◆ EXERCISE:
For the word "Luis", find each line in the entries where it occurs and copy that line.

◆ GIVEN RECORDS:

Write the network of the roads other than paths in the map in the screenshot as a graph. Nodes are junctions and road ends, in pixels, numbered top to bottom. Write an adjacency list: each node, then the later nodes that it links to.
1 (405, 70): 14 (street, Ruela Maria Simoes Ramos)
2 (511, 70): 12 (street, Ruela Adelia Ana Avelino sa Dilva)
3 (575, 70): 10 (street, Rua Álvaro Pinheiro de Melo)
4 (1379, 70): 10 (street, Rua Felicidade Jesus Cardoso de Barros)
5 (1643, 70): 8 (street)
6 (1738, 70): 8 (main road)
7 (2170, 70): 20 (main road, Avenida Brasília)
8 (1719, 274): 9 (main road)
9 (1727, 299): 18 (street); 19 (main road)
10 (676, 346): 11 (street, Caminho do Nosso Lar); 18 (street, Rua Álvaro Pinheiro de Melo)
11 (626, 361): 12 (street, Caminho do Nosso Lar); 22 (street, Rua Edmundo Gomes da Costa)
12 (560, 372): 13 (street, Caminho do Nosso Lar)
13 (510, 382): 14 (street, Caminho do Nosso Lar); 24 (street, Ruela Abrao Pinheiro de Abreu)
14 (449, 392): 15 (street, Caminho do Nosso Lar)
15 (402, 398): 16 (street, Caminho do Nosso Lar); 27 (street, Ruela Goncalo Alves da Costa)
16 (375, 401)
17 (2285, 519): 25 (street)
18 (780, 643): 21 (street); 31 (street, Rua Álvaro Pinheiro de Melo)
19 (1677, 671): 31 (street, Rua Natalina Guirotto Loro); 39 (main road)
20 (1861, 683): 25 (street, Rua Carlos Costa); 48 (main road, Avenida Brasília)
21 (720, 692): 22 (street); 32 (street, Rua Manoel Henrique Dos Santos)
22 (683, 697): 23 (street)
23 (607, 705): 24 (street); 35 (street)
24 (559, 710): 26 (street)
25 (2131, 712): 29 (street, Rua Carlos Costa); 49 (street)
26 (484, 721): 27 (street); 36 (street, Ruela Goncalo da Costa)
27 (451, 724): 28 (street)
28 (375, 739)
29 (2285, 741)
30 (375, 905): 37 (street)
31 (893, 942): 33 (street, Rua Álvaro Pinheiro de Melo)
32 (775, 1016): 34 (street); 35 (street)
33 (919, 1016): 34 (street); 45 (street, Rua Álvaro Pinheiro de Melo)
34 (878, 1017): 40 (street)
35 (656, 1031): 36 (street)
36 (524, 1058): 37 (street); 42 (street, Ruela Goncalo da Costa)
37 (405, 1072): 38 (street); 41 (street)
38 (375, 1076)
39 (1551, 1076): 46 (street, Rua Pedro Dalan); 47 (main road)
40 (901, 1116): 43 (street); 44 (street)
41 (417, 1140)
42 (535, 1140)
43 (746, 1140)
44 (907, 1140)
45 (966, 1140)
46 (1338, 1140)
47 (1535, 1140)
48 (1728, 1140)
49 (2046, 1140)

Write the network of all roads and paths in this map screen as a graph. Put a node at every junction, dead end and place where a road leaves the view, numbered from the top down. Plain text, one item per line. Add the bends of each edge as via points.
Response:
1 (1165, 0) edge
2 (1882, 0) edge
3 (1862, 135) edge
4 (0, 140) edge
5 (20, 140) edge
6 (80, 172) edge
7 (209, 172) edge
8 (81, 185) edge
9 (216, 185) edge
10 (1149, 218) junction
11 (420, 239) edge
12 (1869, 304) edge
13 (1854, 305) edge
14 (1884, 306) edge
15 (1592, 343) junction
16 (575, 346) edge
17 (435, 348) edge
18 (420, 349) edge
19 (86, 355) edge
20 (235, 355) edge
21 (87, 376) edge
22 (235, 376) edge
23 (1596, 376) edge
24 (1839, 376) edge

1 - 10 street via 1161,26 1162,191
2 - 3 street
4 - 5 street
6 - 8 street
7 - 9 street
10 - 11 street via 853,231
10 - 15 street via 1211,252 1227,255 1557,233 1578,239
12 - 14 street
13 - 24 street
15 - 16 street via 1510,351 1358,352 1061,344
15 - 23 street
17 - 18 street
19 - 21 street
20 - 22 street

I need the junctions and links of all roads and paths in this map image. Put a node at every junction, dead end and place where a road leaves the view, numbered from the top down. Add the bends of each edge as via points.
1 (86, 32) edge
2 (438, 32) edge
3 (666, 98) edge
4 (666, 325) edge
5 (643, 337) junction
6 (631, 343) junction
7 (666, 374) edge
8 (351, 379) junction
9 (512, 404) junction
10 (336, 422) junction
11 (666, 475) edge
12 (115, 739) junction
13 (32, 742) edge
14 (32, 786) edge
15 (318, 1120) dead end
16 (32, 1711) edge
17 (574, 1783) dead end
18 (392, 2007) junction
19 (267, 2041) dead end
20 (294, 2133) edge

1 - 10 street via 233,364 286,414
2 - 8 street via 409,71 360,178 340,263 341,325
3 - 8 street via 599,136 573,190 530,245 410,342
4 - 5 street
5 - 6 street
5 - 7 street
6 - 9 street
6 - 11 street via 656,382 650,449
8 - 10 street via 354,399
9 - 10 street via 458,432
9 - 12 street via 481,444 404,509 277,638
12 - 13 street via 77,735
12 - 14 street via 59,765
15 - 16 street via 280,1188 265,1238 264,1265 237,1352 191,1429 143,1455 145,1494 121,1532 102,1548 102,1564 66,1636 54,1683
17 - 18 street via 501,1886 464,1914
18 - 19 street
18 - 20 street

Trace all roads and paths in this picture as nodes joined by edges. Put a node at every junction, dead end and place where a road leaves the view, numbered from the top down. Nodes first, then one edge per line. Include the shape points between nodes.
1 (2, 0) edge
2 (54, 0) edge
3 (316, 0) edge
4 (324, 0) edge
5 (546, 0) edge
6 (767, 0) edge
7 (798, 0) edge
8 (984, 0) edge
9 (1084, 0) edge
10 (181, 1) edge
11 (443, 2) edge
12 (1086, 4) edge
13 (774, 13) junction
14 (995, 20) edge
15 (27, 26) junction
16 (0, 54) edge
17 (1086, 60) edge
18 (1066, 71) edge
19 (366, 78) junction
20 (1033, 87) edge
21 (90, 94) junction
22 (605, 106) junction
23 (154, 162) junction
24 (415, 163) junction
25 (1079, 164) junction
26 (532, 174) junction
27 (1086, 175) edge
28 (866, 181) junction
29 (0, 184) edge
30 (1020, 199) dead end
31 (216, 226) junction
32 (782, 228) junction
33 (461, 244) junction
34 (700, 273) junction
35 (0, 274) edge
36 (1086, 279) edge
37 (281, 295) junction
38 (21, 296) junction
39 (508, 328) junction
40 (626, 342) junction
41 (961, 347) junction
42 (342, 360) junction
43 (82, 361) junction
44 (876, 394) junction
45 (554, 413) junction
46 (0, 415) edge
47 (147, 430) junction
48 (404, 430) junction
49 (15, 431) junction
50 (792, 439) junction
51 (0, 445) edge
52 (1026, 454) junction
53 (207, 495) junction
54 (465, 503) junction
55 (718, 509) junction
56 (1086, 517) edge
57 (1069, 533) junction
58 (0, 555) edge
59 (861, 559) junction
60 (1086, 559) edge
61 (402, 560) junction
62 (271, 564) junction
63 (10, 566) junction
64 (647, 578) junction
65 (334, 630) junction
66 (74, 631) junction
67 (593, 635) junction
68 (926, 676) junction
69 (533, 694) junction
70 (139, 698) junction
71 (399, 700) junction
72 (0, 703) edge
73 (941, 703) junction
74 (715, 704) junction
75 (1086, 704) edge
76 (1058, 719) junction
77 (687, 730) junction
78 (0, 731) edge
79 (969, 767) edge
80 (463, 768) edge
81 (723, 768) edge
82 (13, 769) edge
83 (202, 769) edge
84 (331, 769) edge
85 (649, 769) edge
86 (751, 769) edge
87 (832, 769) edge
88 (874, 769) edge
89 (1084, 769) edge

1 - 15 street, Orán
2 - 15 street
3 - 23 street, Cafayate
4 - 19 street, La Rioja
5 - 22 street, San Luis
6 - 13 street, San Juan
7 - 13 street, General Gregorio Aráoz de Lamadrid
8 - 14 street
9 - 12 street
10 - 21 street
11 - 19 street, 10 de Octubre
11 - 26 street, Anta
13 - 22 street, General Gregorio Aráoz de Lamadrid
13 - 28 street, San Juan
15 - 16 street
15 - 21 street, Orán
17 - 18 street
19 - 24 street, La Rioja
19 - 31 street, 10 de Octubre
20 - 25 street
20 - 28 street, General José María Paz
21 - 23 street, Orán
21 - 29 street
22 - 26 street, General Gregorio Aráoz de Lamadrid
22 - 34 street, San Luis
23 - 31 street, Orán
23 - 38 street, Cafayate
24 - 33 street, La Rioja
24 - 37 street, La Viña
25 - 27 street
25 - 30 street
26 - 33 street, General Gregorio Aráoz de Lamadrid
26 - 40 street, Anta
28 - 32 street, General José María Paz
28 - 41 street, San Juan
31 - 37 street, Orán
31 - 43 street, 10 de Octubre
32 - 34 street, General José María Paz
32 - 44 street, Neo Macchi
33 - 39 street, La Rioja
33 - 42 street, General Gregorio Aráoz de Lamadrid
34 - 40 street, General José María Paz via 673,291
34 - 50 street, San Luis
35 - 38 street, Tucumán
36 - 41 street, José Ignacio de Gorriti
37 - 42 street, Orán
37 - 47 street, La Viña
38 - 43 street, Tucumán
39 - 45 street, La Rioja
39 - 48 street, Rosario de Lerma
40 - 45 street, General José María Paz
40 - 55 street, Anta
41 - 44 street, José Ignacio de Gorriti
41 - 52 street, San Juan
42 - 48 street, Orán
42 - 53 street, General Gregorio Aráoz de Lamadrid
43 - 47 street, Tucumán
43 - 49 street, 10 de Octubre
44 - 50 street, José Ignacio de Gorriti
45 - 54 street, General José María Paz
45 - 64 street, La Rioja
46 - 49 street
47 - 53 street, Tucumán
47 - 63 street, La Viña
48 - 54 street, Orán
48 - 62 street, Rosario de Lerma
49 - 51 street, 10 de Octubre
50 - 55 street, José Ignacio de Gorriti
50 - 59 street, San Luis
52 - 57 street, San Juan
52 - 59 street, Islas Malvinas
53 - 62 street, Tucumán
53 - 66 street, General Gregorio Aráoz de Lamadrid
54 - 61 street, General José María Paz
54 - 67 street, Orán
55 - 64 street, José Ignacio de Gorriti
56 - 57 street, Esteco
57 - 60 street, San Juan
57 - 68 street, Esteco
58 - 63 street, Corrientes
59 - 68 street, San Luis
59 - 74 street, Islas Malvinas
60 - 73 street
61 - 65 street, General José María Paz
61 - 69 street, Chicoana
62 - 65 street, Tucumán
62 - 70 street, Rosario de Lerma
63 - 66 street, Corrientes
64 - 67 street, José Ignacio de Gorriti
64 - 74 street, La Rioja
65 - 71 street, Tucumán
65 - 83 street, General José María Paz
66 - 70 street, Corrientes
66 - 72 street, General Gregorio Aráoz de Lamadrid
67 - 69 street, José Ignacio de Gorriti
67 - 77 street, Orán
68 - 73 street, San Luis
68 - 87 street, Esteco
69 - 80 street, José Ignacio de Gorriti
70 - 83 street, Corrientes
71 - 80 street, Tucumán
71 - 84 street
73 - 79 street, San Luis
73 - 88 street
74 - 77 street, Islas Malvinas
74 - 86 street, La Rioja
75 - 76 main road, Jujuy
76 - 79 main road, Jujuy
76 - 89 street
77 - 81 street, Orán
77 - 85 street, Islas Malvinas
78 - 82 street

◆ RESULT OF THE TASK:
5 - 22 street, San Luis
22 - 34 street, San Luis
34 - 50 street, San Luis
50 - 59 street, San Luis
59 - 68 street, San Luis
68 - 73 street, San Luis
73 - 79 street, San Luis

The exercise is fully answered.